▶ **Assignment**
Report how many lines in the data below hold "junction", with no other words.

+-------+

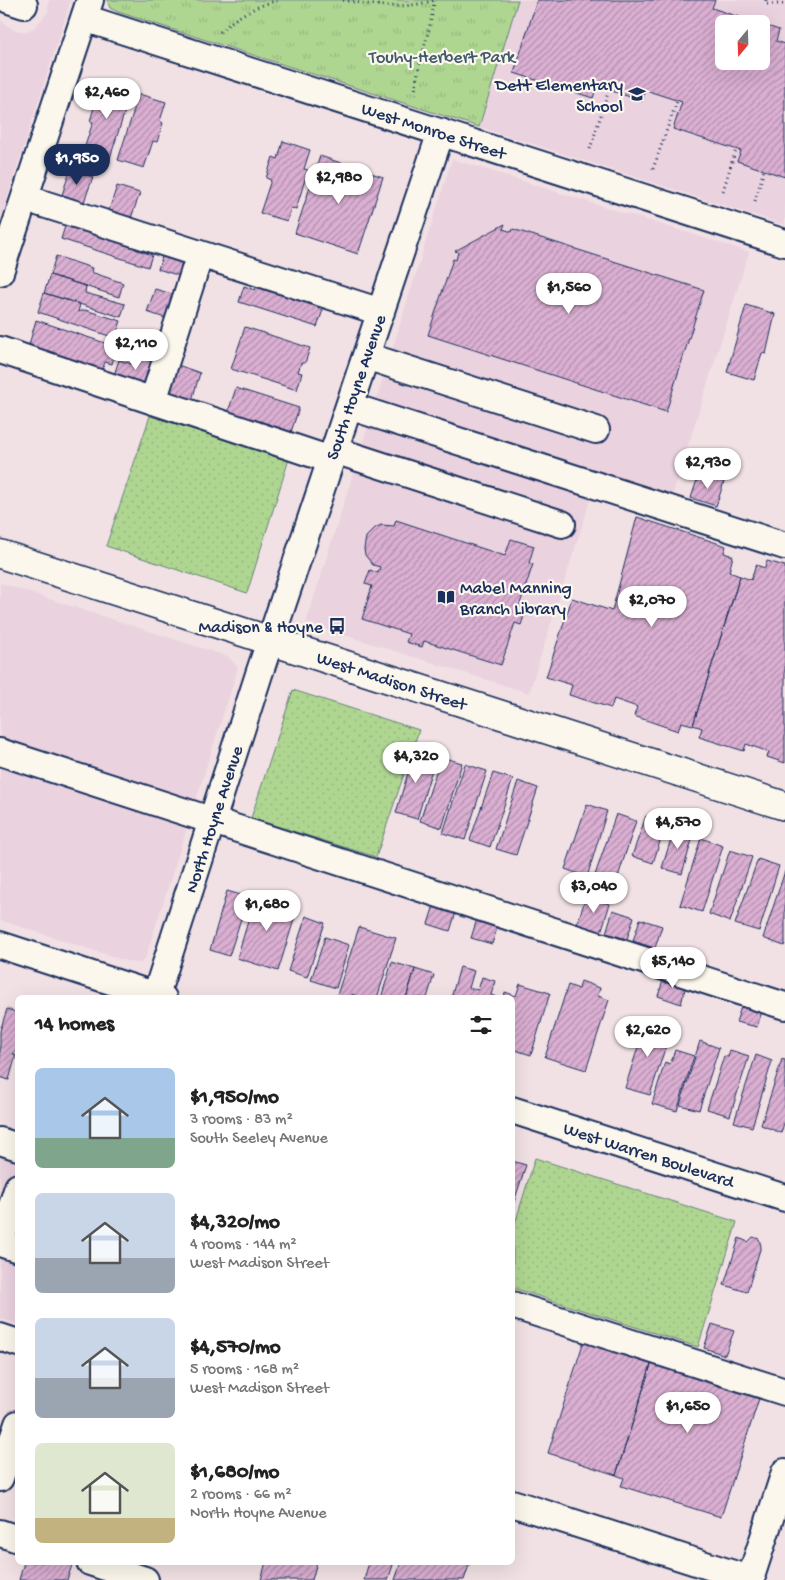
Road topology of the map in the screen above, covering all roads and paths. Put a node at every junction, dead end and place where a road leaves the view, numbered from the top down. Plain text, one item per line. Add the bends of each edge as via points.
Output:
1 (280, 0) edge
2 (343, 0) edge
3 (434, 0) edge
4 (766, 0) edge
5 (785, 4) edge
6 (87, 9) edge
7 (220, 32) dead end
8 (609, 90) dead end
9 (415, 94) dead end
10 (677, 101) dead end
11 (440, 132) junction
12 (590, 149) dead end
13 (736, 150) dead end
14 (653, 169) dead end
15 (764, 170) dead end
16 (723, 191) dead end
17 (25, 198) junction
18 (754, 201) dead end
19 (785, 243) edge
20 (200, 254) junction
21 (0, 272) edge
22 (381, 312) junction
23 (0, 350) edge
24 (366, 356) junction
25 (153, 401) junction
26 (349, 406) junction
27 (596, 430) dead end
28 (333, 455) junction
29 (562, 524) dead end
30 (783, 539) edge
31 (0, 554) edge
32 (270, 641) junction
33 (0, 752) edge
34 (785, 806) edge
35 (212, 820) junction
36 (0, 945) edge
37 (152, 995) edge
38 (159, 995) edge
39 (785, 1006) edge
40 (515, 1111) edge
41 (0, 1141) edge
42 (15, 1146) edge
43 (15, 1196) edge
44 (785, 1198) edge
45 (0, 1244) edge
46 (15, 1248) edge
47 (515, 1306) edge
48 (0, 1337) edge
49 (15, 1342) edge
50 (785, 1392) edge
51 (15, 1433) edge
52 (785, 1472) edge
53 (0, 1478) edge
54 (515, 1504) edge
55 (0, 1534) edge
56 (15, 1538) edge
57 (98, 1565) edge
58 (134, 1578) edge
59 (751, 1580) edge

1 - 7 path via 231,20
2 - 3 path via 384,7 411,6
3 - 9 path via 432,24 416,77
4 - 5 path via 766,4
6 - 11 street, West Monroe Street
6 - 17 street
8 - 12 path
10 - 14 path
11 - 19 street, West Monroe Street
11 - 22 street, South Hoyne Avenue
13 - 16 path
15 - 18 path
17 - 20 street
17 - 21 street
20 - 22 street
20 - 25 street
22 - 24 street, South Hoyne Avenue
23 - 25 street
24 - 26 street, South Hoyne Avenue
24 - 27 street
25 - 28 street
26 - 28 street, South Hoyne Avenue
26 - 30 street
28 - 29 street
28 - 32 street, South Hoyne Avenue
31 - 32 main road, West Madison Street
32 - 34 main road, West Madison Street
32 - 35 street, North Hoyne Avenue
33 - 35 street
35 - 38 street, North Hoyne Avenue
35 - 39 street
36 - 37 street
40 - 44 street, West Warren Boulevard
41 - 42 street
43 - 45 street
45 - 46 street
47 - 50 street
48 - 49 street
51 - 53 street
52 - 59 street
54 - 59 street
55 - 56 street
57 - 58 street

+-------+

▶ **The completed task**
11